● Instructions for the task
Give the whole listing below once more, exactly, without pictures.

● Supplied records
=== Begin Enclosure ===
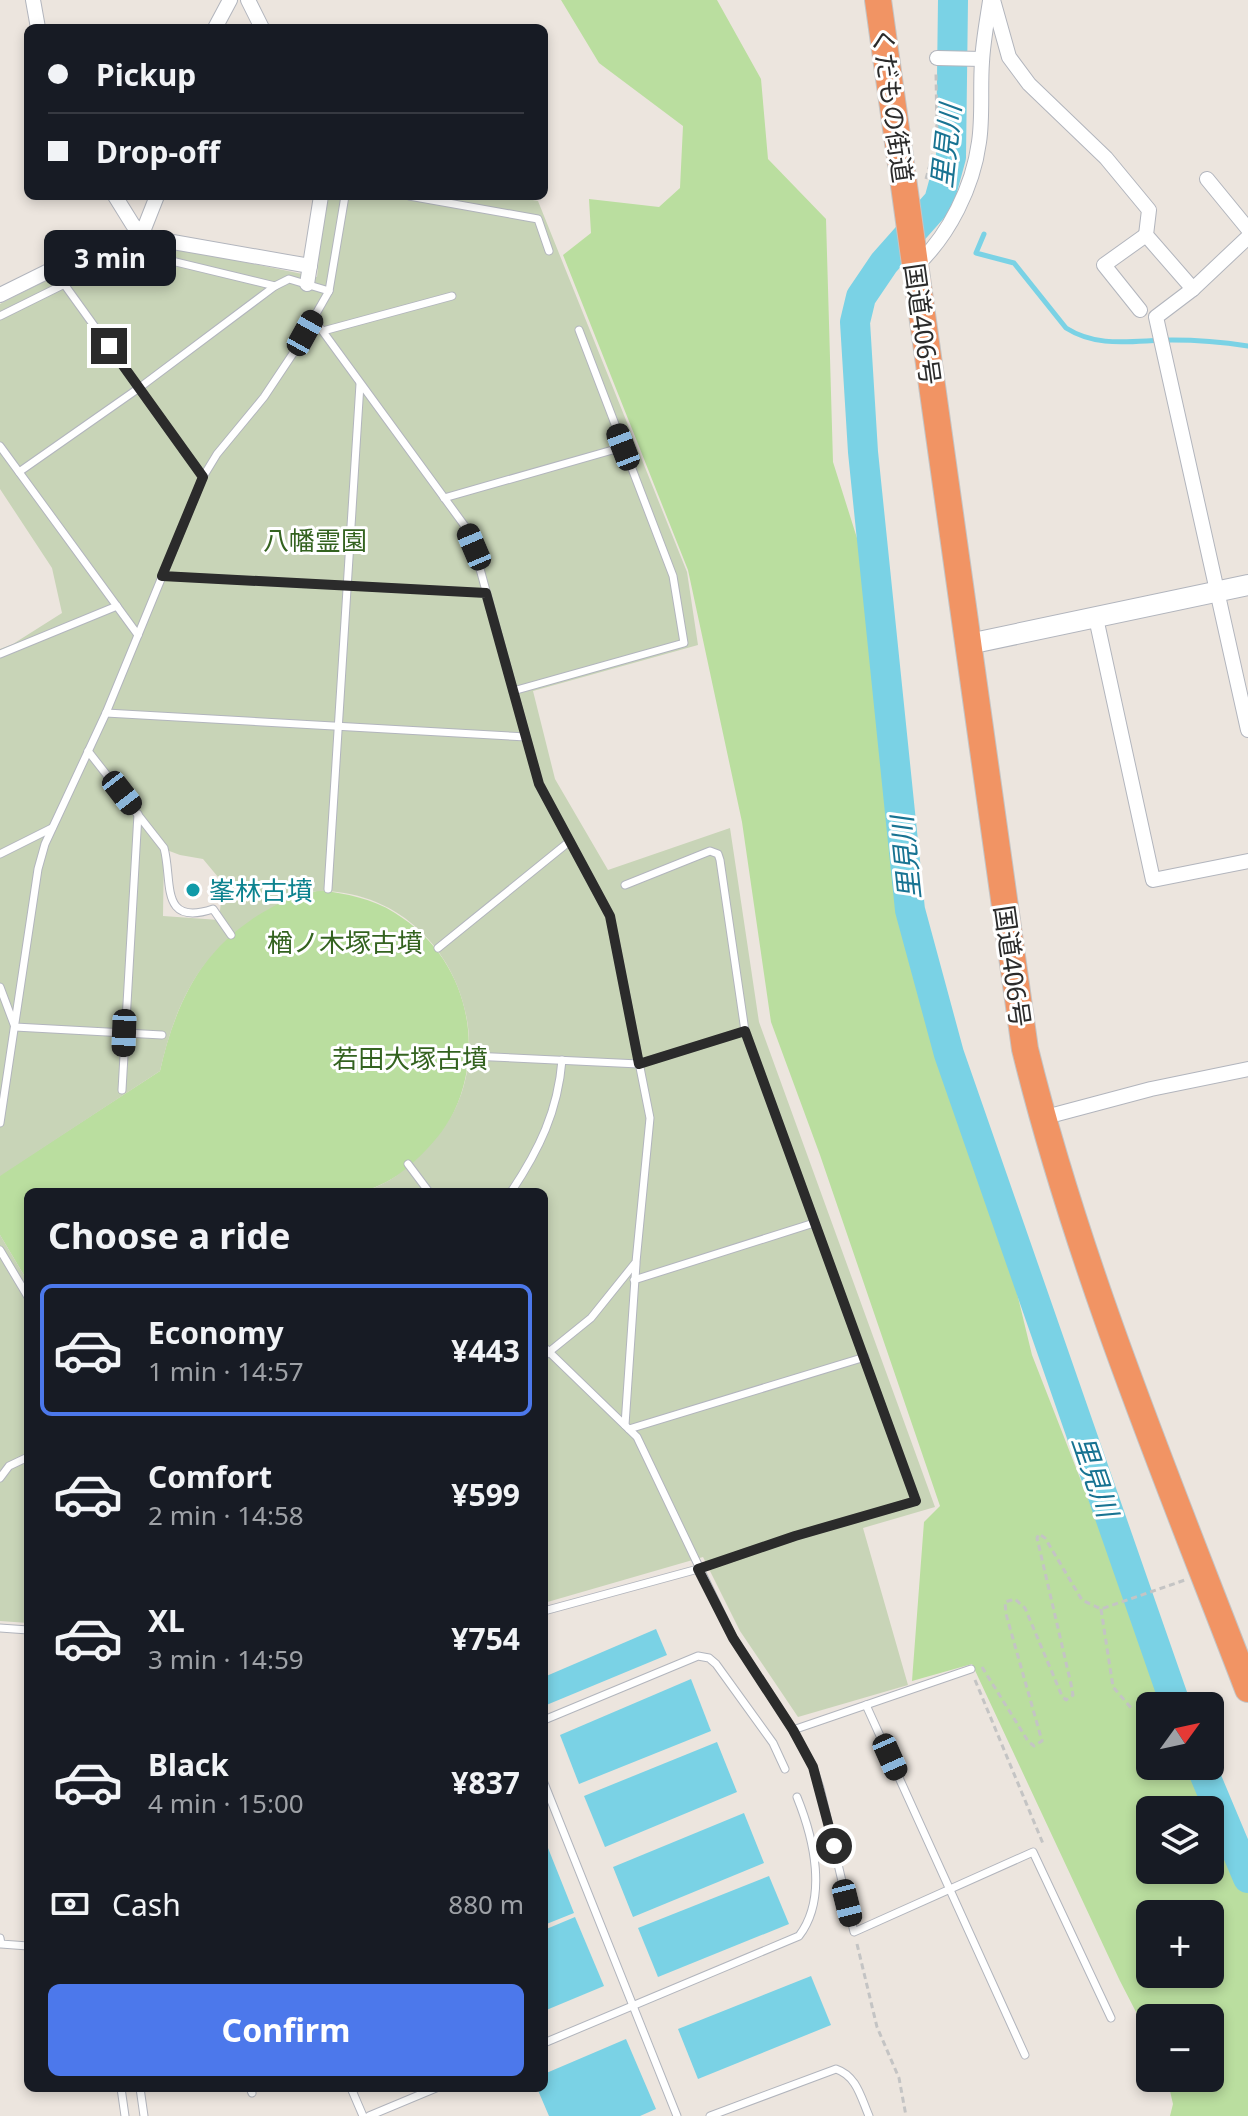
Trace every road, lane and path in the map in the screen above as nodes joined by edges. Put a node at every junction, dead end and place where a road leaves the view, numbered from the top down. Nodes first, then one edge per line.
1 (33, 0) edge
2 (230, 0) edge
3 (248, 0) edge
4 (878, 0) edge
5 (992, 0) edge
6 (37, 24) edge
7 (217, 24) edge
8 (260, 24) edge
9 (939, 58) joint
10 (979, 59) junction
11 (1207, 179) dead end
12 (117, 200) edge
13 (155, 200) edge
14 (320, 200) edge
15 (344, 200) edge
16 (431, 200) edge
17 (907, 204) junction
18 (1248, 229) edge
19 (142, 234) junction
20 (1146, 235) junction
21 (1248, 237) edge
22 (549, 251) dead end
23 (915, 260) junction
24 (310, 266) junction
25 (64, 284) junction
26 (307, 284) junction
27 (275, 286) junction
28 (1193, 289) junction
29 (329, 291) junction
30 (0, 295) edge
31 (452, 296) dead end
32 (1140, 310) dead end
33 (0, 316) edge
34 (313, 318) junction
35 (579, 330) dead end
36 (323, 331) junction
37 (360, 383) junction
38 (139, 388) junction
39 (0, 446) edge
40 (623, 447) junction
41 (19, 472) junction
42 (203, 477) junction
43 (444, 498) junction
44 (162, 576) junction
45 (1248, 585) edge
46 (347, 588) junction
47 (1216, 592) junction
48 (486, 593) junction
49 (117, 606) junction
50 (1096, 618) junction
51 (138, 635) junction
52 (969, 644) junction
53 (0, 654) edge
54 (513, 691) junction
55 (106, 713) junction
56 (338, 727) junction
57 (1248, 730) edge
58 (526, 737) junction
59 (88, 751) junction
60 (138, 814) junction
61 (52, 828) junction
62 (570, 841) junction
63 (0, 854) edge
64 (1248, 861) edge
65 (625, 885) dead end
66 (328, 889) dead end
67 (231, 935) dead end
68 (438, 948) dead end
69 (0, 987) edge
70 (15, 1027) junction
71 (745, 1031) junction
72 (124, 1033) junction
73 (162, 1035) dead end
74 (471, 1056) dead end
75 (562, 1060) junction
76 (639, 1064) junction
77 (1248, 1069) edge
78 (122, 1090) dead end
79 (1042, 1118) junction
80 (0, 1123) edge
81 (408, 1164) dead end
82 (426, 1188) edge
83 (514, 1188) edge
84 (814, 1223) junction
85 (0, 1250) edge
86 (636, 1262) junction
87 (634, 1280) junction
88 (24, 1290) edge
89 (548, 1350) edge
90 (548, 1355) edge
91 (865, 1357) junction
92 (627, 1427) junction
93 (24, 1459) edge
94 (0, 1478) edge
95 (698, 1569) junction
96 (1162, 1587) dead end
97 (1101, 1609) junction
98 (548, 1610) edge
99 (0, 1628) edge
100 (24, 1630) edge
101 (1243, 1661) edge
102 (971, 1669) junction
103 (1248, 1689) edge
104 (866, 1705) junction
105 (1133, 1710) dead end
106 (548, 1718) edge
107 (793, 1730) junction
108 (785, 1769) dead end
109 (548, 1793) edge
110 (797, 1797) dead end
111 (1033, 1852) junction
112 (948, 1888) junction
113 (854, 1932) junction
114 (0, 1938) edge
115 (24, 1946) edge
116 (632, 2006) junction
117 (1111, 2018) dead end
118 (548, 2041) edge
119 (1025, 2055) dead end
120 (122, 2092) edge
121 (141, 2092) edge
122 (353, 2092) edge
123 (426, 2092) edge
124 (125, 2116) edge
125 (144, 2116) edge
126 (363, 2116) edge
127 (369, 2116) edge
128 (677, 2116) edge
129 (710, 2116) edge
130 (869, 2116) edge
131 (906, 2116) edge

1 - 6 street
2 - 7 street
3 - 8 street
4 - 17 highway, くだもの街道
5 - 10 street
5 - 20 street
9 - 10 street
9 - 17 path
10 - 23 street
11 - 18 street
12 - 19 street
13 - 19 street
14 - 24 street
15 - 29 lane
16 - 22 lane
17 - 23 highway, 国道406号
19 - 24 street
19 - 30 street
20 - 28 street
20 - 32 street
21 - 28 street
23 - 52 highway, 国道406号
24 - 26 street
25 - 27 lane
25 - 33 lane
25 - 38 lane
26 - 27 lane
26 - 29 lane
27 - 38 lane
28 - 47 street
29 - 34 lane
31 - 36 lane
34 - 36 lane
34 - 42 lane
35 - 40 lane
36 - 37 lane
37 - 43 lane
37 - 46 lane
38 - 41 lane
38 - 42 lane
39 - 41 lane
40 - 43 lane
40 - 54 lane
41 - 49 lane
42 - 44 lane
43 - 48 lane
44 - 46 lane
44 - 51 lane
45 - 47 street
46 - 48 lane
46 - 56 lane
47 - 50 street
47 - 57 street
48 - 54 lane
49 - 51 lane
49 - 53 lane
50 - 52 street
50 - 64 street
51 - 55 lane
52 - 79 highway, 国道406号
54 - 58 lane
55 - 56 lane
55 - 59 lane
56 - 58 lane
56 - 66 lane
58 - 62 lane
59 - 60 lane
59 - 61 lane
60 - 67 lane
60 - 72 lane
61 - 63 lane
61 - 70 lane
62 - 68 lane
62 - 76 lane
65 - 71 lane
69 - 70 lane
70 - 72 lane
70 - 80 lane
71 - 76 lane
71 - 84 lane
72 - 73 lane
72 - 78 lane
74 - 75 lane
75 - 76 lane
75 - 83 lane
76 - 86 lane
77 - 79 street
79 - 101 highway, 国道406号
81 - 82 lane
84 - 87 lane
84 - 91 lane
85 - 88 lane
86 - 87 lane
86 - 89 lane
87 - 92 lane
90 - 92 lane
91 - 92 lane
91 - 95 lane
92 - 95 lane
93 - 94 lane
95 - 98 lane
95 - 107 lane
96 - 97 path
97 - 102 path
97 - 105 path
99 - 100 lane
101 - 103 highway, 国道406号
102 - 104 lane
102 - 111 path
104 - 107 lane
104 - 112 lane
106 - 108 lane
107 - 113 lane
109 - 116 lane
110 - 116 lane
111 - 112 lane
111 - 117 lane
112 - 113 lane
112 - 119 lane
113 - 131 path
114 - 115 lane
116 - 118 lane
116 - 128 lane
120 - 124 lane
121 - 125 lane
122 - 126 lane
123 - 127 lane
129 - 130 lane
=== End Enclosure ===
● Worked solution
Trace every road, lane and path in the map in the screen above as nodes joined by edges. Put a node at every junction, dead end and place where a road leaves the view, numbered from the top down. Nodes first, then one edge per line.
1 (33, 0) edge
2 (230, 0) edge
3 (248, 0) edge
4 (878, 0) edge
5 (992, 0) edge
6 (37, 24) edge
7 (217, 24) edge
8 (260, 24) edge
9 (939, 58) joint
10 (979, 59) junction
11 (1207, 179) dead end
12 (117, 200) edge
13 (155, 200) edge
14 (320, 200) edge
15 (344, 200) edge
16 (431, 200) edge
17 (907, 204) junction
18 (1248, 229) edge
19 (142, 234) junction
20 (1146, 235) junction
21 (1248, 237) edge
22 (549, 251) dead end
23 (915, 260) junction
24 (310, 266) junction
25 (64, 284) junction
26 (307, 284) junction
27 (275, 286) junction
28 (1193, 289) junction
29 (329, 291) junction
30 (0, 295) edge
31 (452, 296) dead end
32 (1140, 310) dead end
33 (0, 316) edge
34 (313, 318) junction
35 (579, 330) dead end
36 (323, 331) junction
37 (360, 383) junction
38 (139, 388) junction
39 (0, 446) edge
40 (623, 447) junction
41 (19, 472) junction
42 (203, 477) junction
43 (444, 498) junction
44 (162, 576) junction
45 (1248, 585) edge
46 (347, 588) junction
47 (1216, 592) junction
48 (486, 593) junction
49 (117, 606) junction
50 (1096, 618) junction
51 (138, 635) junction
52 (969, 644) junction
53 (0, 654) edge
54 (513, 691) junction
55 (106, 713) junction
56 (338, 727) junction
57 (1248, 730) edge
58 (526, 737) junction
59 (88, 751) junction
60 (138, 814) junction
61 (52, 828) junction
62 (570, 841) junction
63 (0, 854) edge
64 (1248, 861) edge
65 (625, 885) dead end
66 (328, 889) dead end
67 (231, 935) dead end
68 (438, 948) dead end
69 (0, 987) edge
70 (15, 1027) junction
71 (745, 1031) junction
72 (124, 1033) junction
73 (162, 1035) dead end
74 (471, 1056) dead end
75 (562, 1060) junction
76 (639, 1064) junction
77 (1248, 1069) edge
78 (122, 1090) dead end
79 (1042, 1118) junction
80 (0, 1123) edge
81 (408, 1164) dead end
82 (426, 1188) edge
83 (514, 1188) edge
84 (814, 1223) junction
85 (0, 1250) edge
86 (636, 1262) junction
87 (634, 1280) junction
88 (24, 1290) edge
89 (548, 1350) edge
90 (548, 1355) edge
91 (865, 1357) junction
92 (627, 1427) junction
93 (24, 1459) edge
94 (0, 1478) edge
95 (698, 1569) junction
96 (1162, 1587) dead end
97 (1101, 1609) junction
98 (548, 1610) edge
99 (0, 1628) edge
100 (24, 1630) edge
101 (1243, 1661) edge
102 (971, 1669) junction
103 (1248, 1689) edge
104 (866, 1705) junction
105 (1133, 1710) dead end
106 (548, 1718) edge
107 (793, 1730) junction
108 (785, 1769) dead end
109 (548, 1793) edge
110 (797, 1797) dead end
111 (1033, 1852) junction
112 (948, 1888) junction
113 (854, 1932) junction
114 (0, 1938) edge
115 (24, 1946) edge
116 (632, 2006) junction
117 (1111, 2018) dead end
118 (548, 2041) edge
119 (1025, 2055) dead end
120 (122, 2092) edge
121 (141, 2092) edge
122 (353, 2092) edge
123 (426, 2092) edge
124 (125, 2116) edge
125 (144, 2116) edge
126 (363, 2116) edge
127 (369, 2116) edge
128 (677, 2116) edge
129 (710, 2116) edge
130 (869, 2116) edge
131 (906, 2116) edge

1 - 6 street
2 - 7 street
3 - 8 street
4 - 17 highway, くだもの街道
5 - 10 street
5 - 20 street
9 - 10 street
9 - 17 path
10 - 23 street
11 - 18 street
12 - 19 street
13 - 19 street
14 - 24 street
15 - 29 lane
16 - 22 lane
17 - 23 highway, 国道406号
19 - 24 street
19 - 30 street
20 - 28 street
20 - 32 street
21 - 28 street
23 - 52 highway, 国道406号
24 - 26 street
25 - 27 lane
25 - 33 lane
25 - 38 lane
26 - 27 lane
26 - 29 lane
27 - 38 lane
28 - 47 street
29 - 34 lane
31 - 36 lane
34 - 36 lane
34 - 42 lane
35 - 40 lane
36 - 37 lane
37 - 43 lane
37 - 46 lane
38 - 41 lane
38 - 42 lane
39 - 41 lane
40 - 43 lane
40 - 54 lane
41 - 49 lane
42 - 44 lane
43 - 48 lane
44 - 46 lane
44 - 51 lane
45 - 47 street
46 - 48 lane
46 - 56 lane
47 - 50 street
47 - 57 street
48 - 54 lane
49 - 51 lane
49 - 53 lane
50 - 52 street
50 - 64 street
51 - 55 lane
52 - 79 highway, 国道406号
54 - 58 lane
55 - 56 lane
55 - 59 lane
56 - 58 lane
56 - 66 lane
58 - 62 lane
59 - 60 lane
59 - 61 lane
60 - 67 lane
60 - 72 lane
61 - 63 lane
61 - 70 lane
62 - 68 lane
62 - 76 lane
65 - 71 lane
69 - 70 lane
70 - 72 lane
70 - 80 lane
71 - 76 lane
71 - 84 lane
72 - 73 lane
72 - 78 lane
74 - 75 lane
75 - 76 lane
75 - 83 lane
76 - 86 lane
77 - 79 street
79 - 101 highway, 国道406号
81 - 82 lane
84 - 87 lane
84 - 91 lane
85 - 88 lane
86 - 87 lane
86 - 89 lane
87 - 92 lane
90 - 92 lane
91 - 92 lane
91 - 95 lane
92 - 95 lane
93 - 94 lane
95 - 98 lane
95 - 107 lane
96 - 97 path
97 - 102 path
97 - 105 path
99 - 100 lane
101 - 103 highway, 国道406号
102 - 104 lane
102 - 111 path
104 - 107 lane
104 - 112 lane
106 - 108 lane
107 - 113 lane
109 - 116 lane
110 - 116 lane
111 - 112 lane
111 - 117 lane
112 - 113 lane
112 - 119 lane
113 - 131 path
114 - 115 lane
116 - 118 lane
116 - 128 lane
120 - 124 lane
121 - 125 lane
122 - 126 lane
123 - 127 lane
129 - 130 lane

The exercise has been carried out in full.